Period of the Dortmund \(\text {UVI}_{\text {max}}\) dataset with data gaps (gray bars)

To demonstrate that the imputation method presented here can also be applied to UV data series from stations of other UV monitoring networks, the UV data series (\(\text {UVI}_{\text {max}}\) and \(\text {H}_{\text {er,day}}\)) of the Royal Meteorological Institute (RMI) of Belgium in Uccle (district of Brussels, 50.8 N, 4.3 E, 100 m a.s.l.) is used for the same period [13]. The Uccle station is equipped with two Brewer instruments (#016 and #178) that are integrated into the European network EUBrewNet [40]. The measurement interval is 30 min. In contrast to the Dortmund data set, in which the \(\text {UVI}_{\text {max}}\) is calculated from the averaging of 5 erythemal irradiance values due to the higher measurement frequency, the daily \(\text {UVI}_{\text {max}}\) value of the Uccle data set thus corresponds to the daily maximum value without averaging. If data from brewer #016 were available, these data were used; otherwise, the data from brewer #178 were taken (measuring in parallel from 2002 to 2022). Due to the two measurement systems, the values for \(\text {UVI}_{\text {max}}\) and \(\text {H}_{\text {er,day}}\) are missing on just 0.5% and 2.8% of the days, respectively.

2.1.2 Data series of additional variables

In addition to the time series on \(\text {UVI}_{\text {max}}\) and \(\text {H}_{\text {er,day}}\), values of global radiation, and TCO are used as predictors for estimating UV data. For daily TCO values, we use data from the Tropospheric Emission Monitoring Internet Service (TEMIS) [41]. The TEMIS data set is available without gaps for both locations − Dortmund and Uccle − and periods. For the global radiation data at the Dortmund location, we use a data set measured by the German Meteorological Service (Deutscher Wetterdienst, DWD) at a station in Bochum (10 km away from the UV monitoring station). This data set contains data on the hourly sum of global radiation as well as data on the hourly sunshine duration in minutes [42]. After a plausibility check, the daily sum of sunshine hours, the daily maximum, and the daily integral of the global radiation were calculated. The global radiation data for the location Uccle were given by the RMI and originate from the same station as the UV data. The global radiation data from Uccle are available with a temporal resolution of 30 min. Therefore, a 30-min value can be used as the daily maximum value instead of an hourly value as with the global radiation data at the Dortmund location. For Uccle, analogous to Dortmund, the daily integral is calculated over time of the global radiation.

2.2 Methods

For imputation, the data of long-term data series of \(\text {UVI}_{\text {max}}\) and \(\text {H}_{\text {er,day}}\) themselves are used to estimate the values at the data gaps. We distinguish between three different methods: a model-based imputation, utilizing predictors that are correlated with the local UV values in an empirical model; an average-based imputation based on a statistical approach of averaging available local UV measurement data without predictors; and a mixed imputation combining both methods.

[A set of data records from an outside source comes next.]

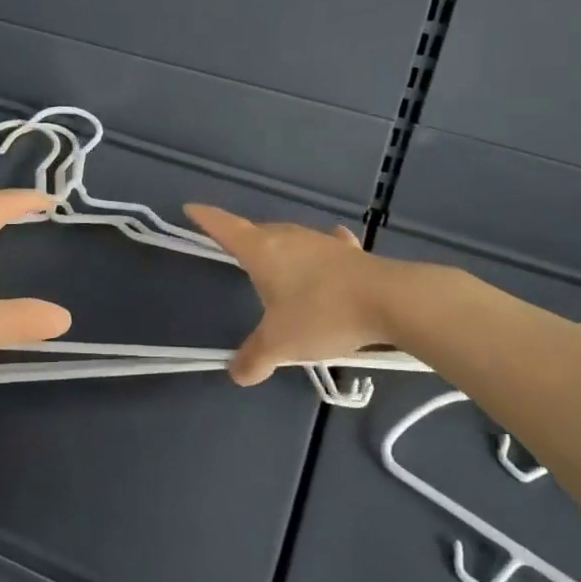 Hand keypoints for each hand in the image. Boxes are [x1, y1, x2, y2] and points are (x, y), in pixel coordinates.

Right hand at [184, 204, 392, 384]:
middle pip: (257, 232)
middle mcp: (288, 237)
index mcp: (263, 251)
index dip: (206, 218)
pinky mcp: (348, 252)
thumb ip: (255, 358)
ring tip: (276, 264)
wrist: (389, 301)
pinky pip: (325, 247)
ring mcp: (321, 242)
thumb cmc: (322, 315)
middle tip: (234, 253)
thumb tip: (237, 374)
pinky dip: (319, 251)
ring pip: (290, 239)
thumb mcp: (281, 344)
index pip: (226, 227)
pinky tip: (327, 252)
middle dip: (244, 240)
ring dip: (279, 249)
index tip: (191, 208) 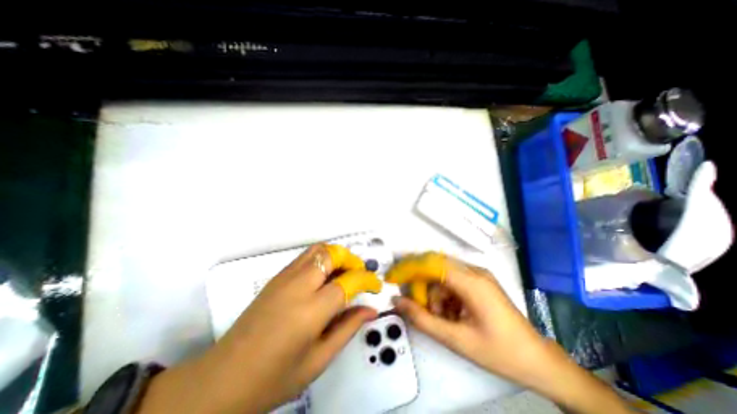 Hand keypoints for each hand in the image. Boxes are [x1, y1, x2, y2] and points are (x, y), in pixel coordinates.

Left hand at [134, 243, 381, 412]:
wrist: (221, 380)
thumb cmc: (274, 378)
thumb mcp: (319, 359)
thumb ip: (348, 328)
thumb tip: (371, 310)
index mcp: (311, 310)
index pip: (348, 281)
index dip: (367, 280)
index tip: (376, 286)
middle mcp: (298, 286)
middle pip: (332, 254)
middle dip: (352, 260)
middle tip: (360, 276)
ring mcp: (284, 278)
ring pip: (318, 249)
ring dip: (337, 255)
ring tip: (345, 272)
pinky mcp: (276, 277)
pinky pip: (306, 256)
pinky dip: (322, 258)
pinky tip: (325, 276)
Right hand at [388, 253, 549, 388]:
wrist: (538, 361)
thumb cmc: (499, 352)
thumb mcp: (455, 339)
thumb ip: (422, 319)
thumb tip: (397, 300)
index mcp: (472, 281)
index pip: (431, 263)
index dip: (409, 267)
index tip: (392, 278)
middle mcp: (474, 270)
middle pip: (435, 265)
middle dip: (421, 283)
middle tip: (418, 306)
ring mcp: (478, 274)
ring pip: (442, 273)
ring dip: (434, 293)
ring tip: (442, 318)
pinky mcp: (479, 281)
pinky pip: (452, 280)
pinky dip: (444, 294)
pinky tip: (451, 313) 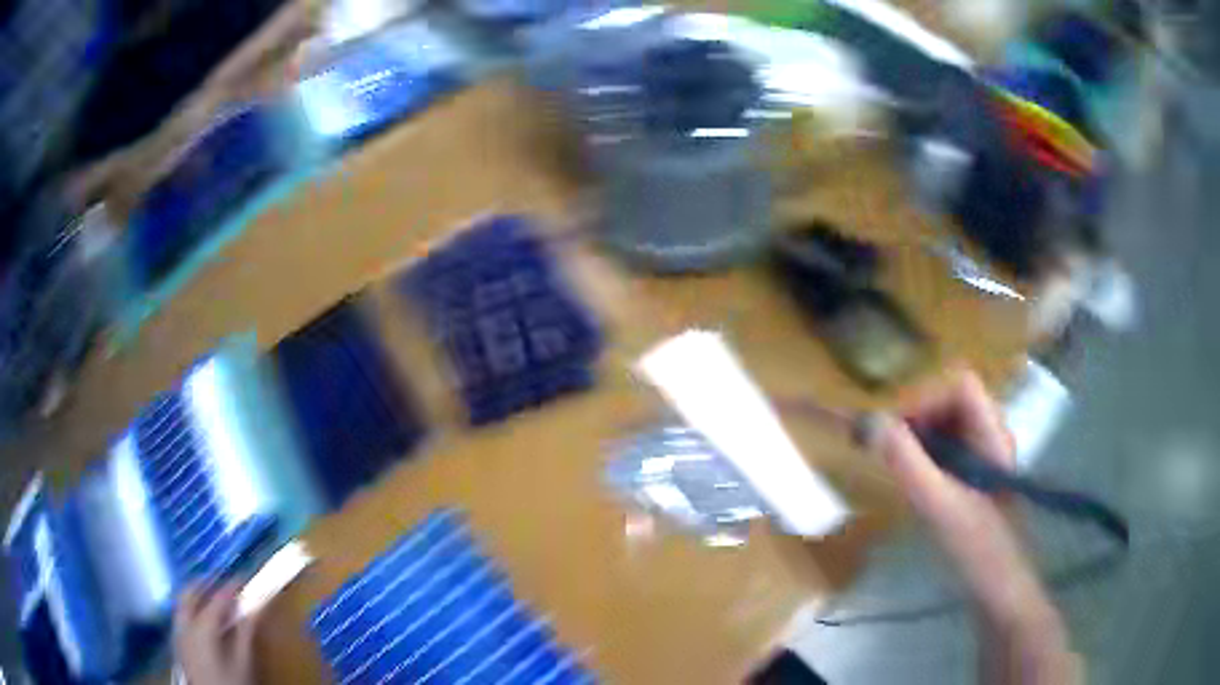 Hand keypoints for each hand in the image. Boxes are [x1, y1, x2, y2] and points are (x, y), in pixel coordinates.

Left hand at [173, 582, 258, 684]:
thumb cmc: (232, 682)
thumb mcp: (244, 661)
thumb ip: (246, 632)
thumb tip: (256, 607)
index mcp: (202, 625)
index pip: (218, 598)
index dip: (231, 587)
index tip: (243, 579)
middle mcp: (185, 623)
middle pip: (190, 593)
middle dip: (205, 584)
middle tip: (221, 581)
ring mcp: (178, 633)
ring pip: (183, 604)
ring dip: (196, 596)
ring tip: (212, 599)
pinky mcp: (179, 644)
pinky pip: (181, 617)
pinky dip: (191, 610)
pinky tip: (203, 621)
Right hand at [876, 368, 1079, 683]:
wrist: (1000, 587)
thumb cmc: (975, 547)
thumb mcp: (937, 505)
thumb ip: (906, 462)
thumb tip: (872, 424)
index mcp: (992, 434)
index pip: (960, 385)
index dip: (926, 397)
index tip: (896, 432)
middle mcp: (993, 436)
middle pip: (954, 401)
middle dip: (920, 418)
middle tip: (892, 451)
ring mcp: (988, 456)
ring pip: (950, 425)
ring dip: (922, 438)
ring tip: (903, 469)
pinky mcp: (978, 477)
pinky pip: (950, 450)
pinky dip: (929, 457)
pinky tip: (919, 485) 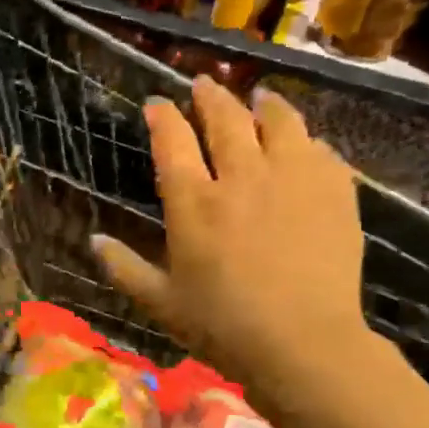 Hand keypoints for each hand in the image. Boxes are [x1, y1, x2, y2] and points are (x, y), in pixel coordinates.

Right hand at [90, 77, 368, 410]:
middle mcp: (242, 177)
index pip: (173, 141)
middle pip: (225, 119)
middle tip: (204, 84)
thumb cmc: (221, 325)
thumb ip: (124, 267)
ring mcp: (293, 180)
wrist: (304, 344)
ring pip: (280, 122)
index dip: (162, 116)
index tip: (155, 103)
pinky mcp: (335, 193)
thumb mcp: (159, 302)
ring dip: (264, 105)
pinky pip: (321, 150)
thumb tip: (93, 241)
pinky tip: (304, 144)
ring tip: (259, 97)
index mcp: (194, 202)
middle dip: (210, 96)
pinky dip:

2.2.1 Model-based imputation

The goal of the developed model-based imputation is to consider the local solar radiation conditions on the days with missing values for the estimation. This is achieved using two selected parameters as predictors correlated to \(\text {UVI}_{\text {max}}\) and \(\text {H}_{\text {er,day}}\) values: First, the TCO, which directly influences the UV radiation passing through the atmosphere. Second, the global radiation, which primarily considers the cloud conditions. For \(\text {UVI}_{\text {max}}\) estimation, the daily maximum of global radiation is used as the global radiation parameter; for the \(\text {H}_{\text {er,day}}\) estimation, the daily integral of global radiation is used instead. In addition, two variables on time are considered in the model: the day in the calendar year, which can be seen as a proxy for the course of the solar elevation during the year, and the information about the month of a particular day as effect modifier. Other potential parameters, such as sunshine duration or aerosol optical depth (AOD) are not included in the model. These variables are closely related to or partially captured by global radiation.

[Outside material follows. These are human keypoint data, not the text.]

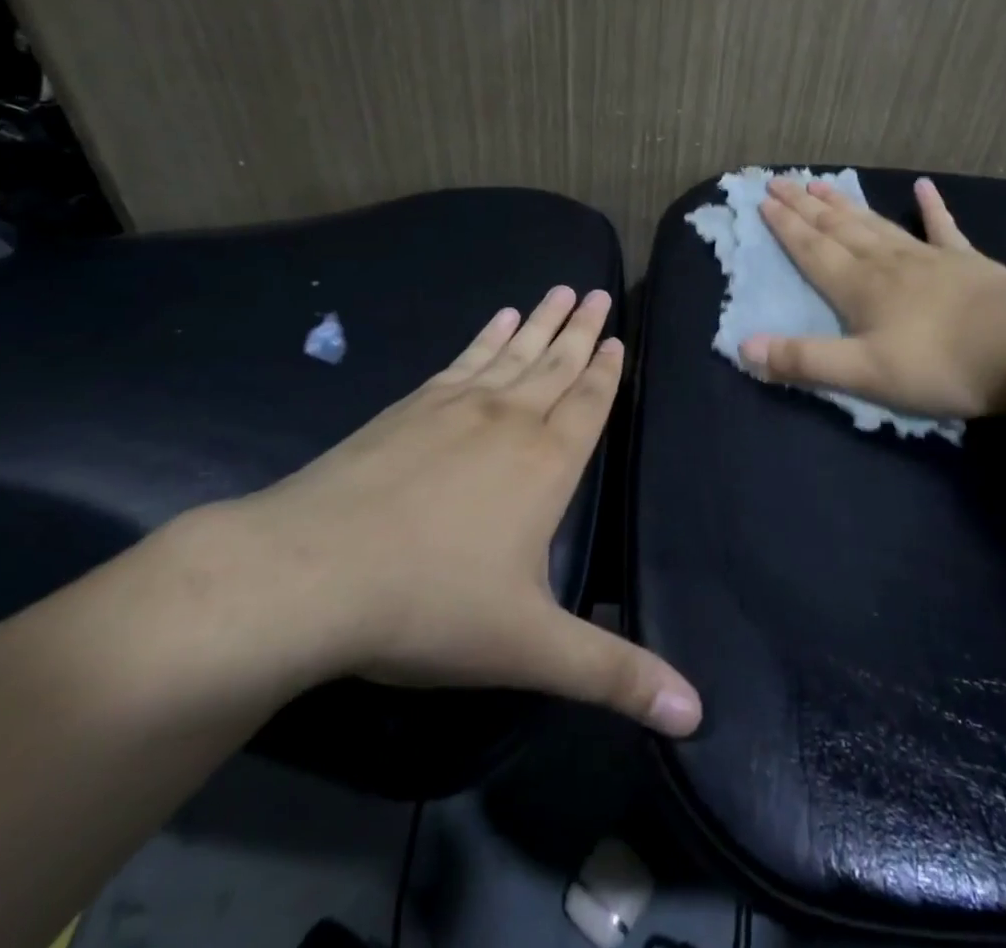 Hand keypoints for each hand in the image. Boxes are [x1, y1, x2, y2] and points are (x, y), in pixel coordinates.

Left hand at [189, 286, 701, 735]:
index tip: (618, 336)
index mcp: (546, 464)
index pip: (589, 404)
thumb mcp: (531, 649)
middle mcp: (510, 420)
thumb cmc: (429, 605)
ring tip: (560, 290)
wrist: (308, 572)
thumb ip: (614, 675)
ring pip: (514, 353)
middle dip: (581, 331)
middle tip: (598, 293)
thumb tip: (697, 715)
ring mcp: (456, 406)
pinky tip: (496, 319)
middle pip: (556, 365)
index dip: (607, 370)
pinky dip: (485, 336)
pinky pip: (463, 358)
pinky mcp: (410, 406)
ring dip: (540, 322)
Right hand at [740, 176, 1005, 417]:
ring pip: (876, 224)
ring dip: (846, 204)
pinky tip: (924, 187)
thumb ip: (804, 360)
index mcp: (859, 287)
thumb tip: (744, 348)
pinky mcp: (967, 263)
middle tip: (781, 180)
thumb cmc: (941, 364)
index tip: (763, 199)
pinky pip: (942, 228)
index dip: (785, 226)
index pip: (812, 250)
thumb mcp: (864, 373)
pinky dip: (931, 208)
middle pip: (838, 228)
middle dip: (805, 206)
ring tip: (822, 184)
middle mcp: (886, 263)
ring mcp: (928, 258)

More precisely, for model-based imputation of \(\text {UVI}_{\text {max}}\) and \(\text {H}_{\text {er,day}}\) values, an additive model is estimated by the function gam{mgcv} [43] in the software R [44]. In contrast to radiative transfer models, which aim to replicate the physical processes of UV radiation passing through the atmosphere, our statistical regression model estimates the relationships between the variables purely based on the available data at the Earth’s surface. The formulas given for \(\text {UVI}_{\text {max}}\) also apply to \(\text {H}_{\text {er,day}}\). For \(uvi_t\), the \(\text {UVI}_{\text {max}}\) on day t, a normal distribution with a time-independent variance \(\sigma ^2\) is assumed under the condition that the values for all predictors \(x_t = (DayInYear_t, TCO_t, Global_t, Month_t\)) are known

$$\begin{aligned} uvi_t|x_t&\sim N(\mu _t,\sigma ^2) \end{aligned}$$
(1)
$$\begin{aligned} \mu _t&= f(DayInYear_t) + TCO_t*Month_t + Global_t*Month_t. \end{aligned}$$
(2)

The expected value \(\mu _t\) of this distribution is additively composed of several components. First, the amount of the \(\text {UVI}_{\text {max}}\) depends significantly on the variable DayInYear which specifies the xth day of the year. For example, March 2 is the 62nd day of the year in a leap year and the 61st day of the year otherwise. The relationship between the \(\text {UVI}_{\text {max}}\) and the DayInYear cannot be assumed to be linear, since the \(\text {UVI}_{\text {max}}\) initially tends to increase over the course of the year, typically peaking during summer days, and then tends to decrease again. Therefore, for the effect of DayInYear on \(\text {UVI}_{\text {max}}\) a function f(DayInYear) is assumed which is estimated as a penalized spline with basis functions \(B_1,\ldots ,B_{20}\) of degree 3, basis coefficients \(\gamma _1,\ldots ,\gamma _{20}\), and a penalty term of order 2 [45]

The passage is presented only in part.